My child has whims: what attitude to adopt?

Mon enfant fait des caprices : quelle attitude adopter ?

You refuse him a delicacy, a toy, extra time in front of the TV and it’s the crisis. Furious anger and crisis of tears, lying on the ground, he hits the ground and swears that he hates you … Christine Brunet, psychologist, gives some keys …

The attitude to adopt depends on several things: the age of the child, and what kind of whim it is. If the child wants a toy in a store, explain that it was not planned, and don’t put pressure on him. In addition, you must always have another proposal to submit to him so that the child is part of an immediate project after the whim and that he does not remain tense. Parents should try to contain their anger and get around the whim rather than get tense about the situation. Diversion and shift the answer, for example by talking about yourself, because the stories of parents always interest children. In short, the whim must be compensated by something else.

  • Above all, not get angry, or shout louder than him. This is useless, because the parents put themselves out of it and then feel incapable. The important thing is to have good verbal communication while staying firm on your decision. In addition, the tone you will use must be adequate and not howler, in which case the child will only retain the tone. Finally, you must look him in the face and calmly explain the reasons for your opposition.
  • Do not forget that your refusal must always be justified. No is not enough. You have to explain it. Why did you refuse or impose something? The child must understand that the decision is not arbitrary but based on good reasons. The disagreements with the parents help him to gradually build his judgment; not arbitrariness! He will also understand later that certain rules are imposed on him for his safety and these are indisputable.
  • Lead by example. An angry parent who gets carried away for nothing, quibbles with traders, plays recalcitrant drivers, will have a lot of trouble making his child understand that whims are not good …

During the crises in public, parents imagine themselves judged by others, they feel guilty and bad. First of all get rid of this shame and guilt and apologize to others on behalf of their child. So the child will take into account the discomfort created, and feel considered. Parents must therefore above all sit on their embarrassment and fear of being a bad parent.

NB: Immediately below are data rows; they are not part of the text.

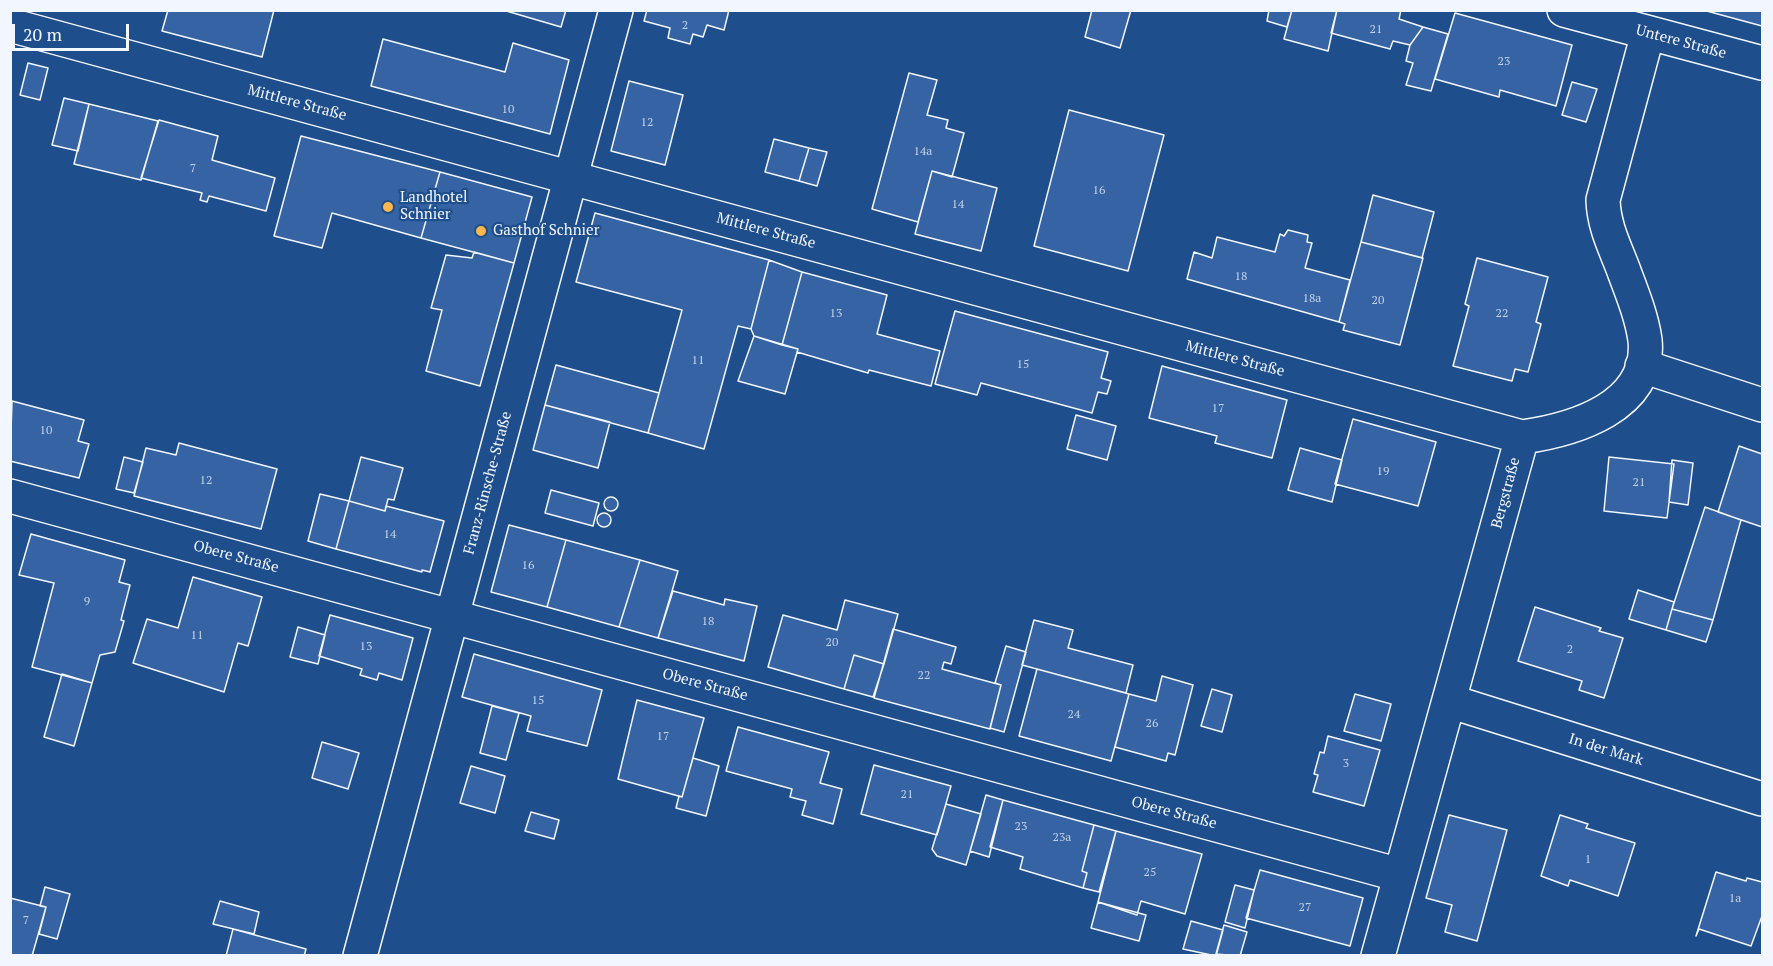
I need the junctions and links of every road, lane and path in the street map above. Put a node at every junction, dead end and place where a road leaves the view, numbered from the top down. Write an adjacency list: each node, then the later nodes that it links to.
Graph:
1 (616, 10): 6 (street, Franz-Rinsche-Straße)
2 (1564, 10): 4 (street, Untere Straße)
3 (10, 25): 6 (street, Mittlere Straße)
4 (1644, 25): 5 (street, Untere Straße); 7 (street, Bergstraße)
5 (1762, 63)
6 (572, 178): 9 (street, Mittlere Straße); 11 (street, Franz-Rinsche-Straße)
7 (1642, 366): 8 (street); 9 (street, Bergstraße)
8 (1762, 405)
9 (1522, 437): 12 (street, Bergstraße)
10 (10, 496): 11 (street, Obere Straße)
11 (452, 616): 14 (street, Obere Straße); 15 (street, Franz-Rinsche-Straße)
12 (1449, 701): 13 (street, In der Mark); 14 (street, Bergstraße)
13 (1762, 799)
14 (1400, 875): 16 (street, Bergstraße)
15 (360, 956)
16 (1378, 956)

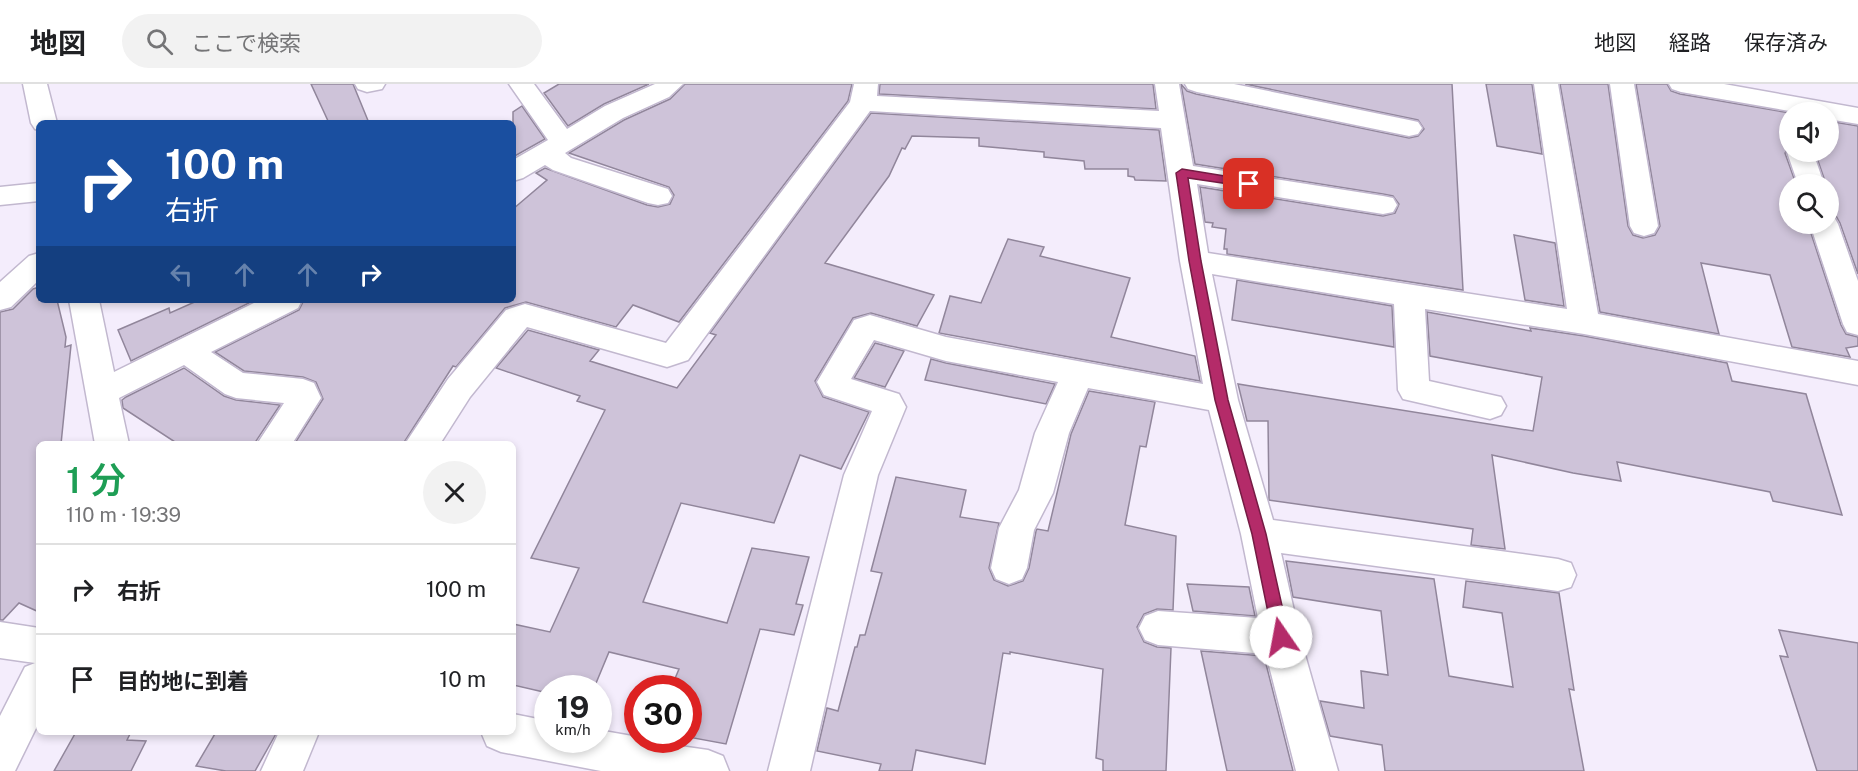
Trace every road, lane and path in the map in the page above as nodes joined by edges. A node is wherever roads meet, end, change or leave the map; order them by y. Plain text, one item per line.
1 (34, 84) edge
2 (367, 84) edge
3 (373, 84) edge
4 (520, 84) edge
5 (671, 84) edge
6 (970, 84) edge
7 (1167, 84) edge
8 (1197, 84) edge
9 (1546, 84) edge
10 (1622, 84) edge
11 (1681, 84) edge
12 (1722, 88) edge
13 (865, 93) edge
14 (962, 109) junction
15 (1779, 109) edge
16 (1839, 115) edge
17 (1858, 116) edge
18 (43, 120) edge
19 (1171, 120) junction
20 (1409, 128) dead end
21 (554, 147) junction
22 (516, 170) edge
23 (1182, 173) junction
24 (36, 192) edge
25 (0, 196) edge
26 (658, 196) dead end
27 (1383, 205) dead end
28 (1644, 226) dead end
29 (1827, 234) edge
30 (1195, 261) junction
31 (36, 266) edge
32 (1409, 295) junction
33 (0, 299) edge
34 (85, 303) edge
35 (281, 303) edge
36 (1584, 323) junction
37 (1858, 324) edge
38 (187, 351) junction
39 (1858, 373) edge
40 (1078, 374) junction
41 (102, 392) junction
42 (1222, 400) junction
43 (1490, 406) dead end
44 (111, 441) edge
45 (276, 441) edge
46 (425, 441) edge
47 (1259, 534) junction
48 (1010, 568) dead end
49 (1558, 575) dead end
50 (1158, 628) dead end
51 (1281, 637) junction
52 (0, 640) edge
53 (36, 646) edge
54 (36, 686) edge
55 (297, 735) edge
56 (511, 735) edge
57 (0, 758) edge
58 (599, 761) edge
59 (282, 771) edge
60 (708, 771) edge
61 (789, 771) edge
62 (1317, 771) edge

1 - 18 street
2 - 3 street
4 - 21 street
5 - 21 street
6 - 14 street
7 - 19 street
8 - 20 street
9 - 36 street
10 - 28 street
11 - 12 street
12 - 15 street
13 - 14 street
13 - 46 street
14 - 19 street
16 - 17 street
19 - 23 street
21 - 22 street
21 - 26 street
23 - 27 street
23 - 30 street
24 - 25 street
29 - 37 street
30 - 32 street
30 - 42 street
31 - 33 street
32 - 36 street
32 - 43 street
34 - 41 street
35 - 38 street
36 - 39 street
38 - 41 street
38 - 45 street
40 - 42 street
40 - 48 street
40 - 61 street
41 - 44 street
42 - 47 street
47 - 49 street
47 - 51 street
50 - 51 street
51 - 62 street
52 - 53 street
54 - 57 street
55 - 59 street
56 - 58 street
58 - 60 street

The whims conceal intolerance of a child’s frustration who does not agree with what his mother or father decides, or who wants to do things by himself. So it’s both a desire for autonomy, an inability to resist a temptation, but it is also ill bear frustration. Through his outburst of anger, he is actually expressing his desperate realization that he is no longer the center of the world. That is why, the refusal which is opposed to him is felt as an injustice. Always annoying, often unbearable, the whims nevertheless participate in the construction of the personality of the child. It arises by opposing. Nevertheless, it is very rare that a child never makes whims, whims are completely normal. They show that the child wants to express himself, that he has temptations, but sometimes these are not always consistent with the day or the timing of his parents. We must therefore teach the child to wait, and make him understand that he cannot have everything right away. The main thing is not to leave him in the thought that he is all-powerful, and that he can do everything and have everything.

This opposition also shows that he has integrated the idea of ​​no longer being one with his mother, and that he has his own emotions and desires. It is therefore around the age of 2 years that the first whims appear to fade around 7 years, the age says of reason, when the child begins to internalize the rules which govern social relations. If in this interval of 5 years, the parents do not infuse the child with these rules, or even if he chooses to systematically give in, the whims will last … all of life!

“Is this whim not over soon?” by Christine Brunet, Albin Michel editions.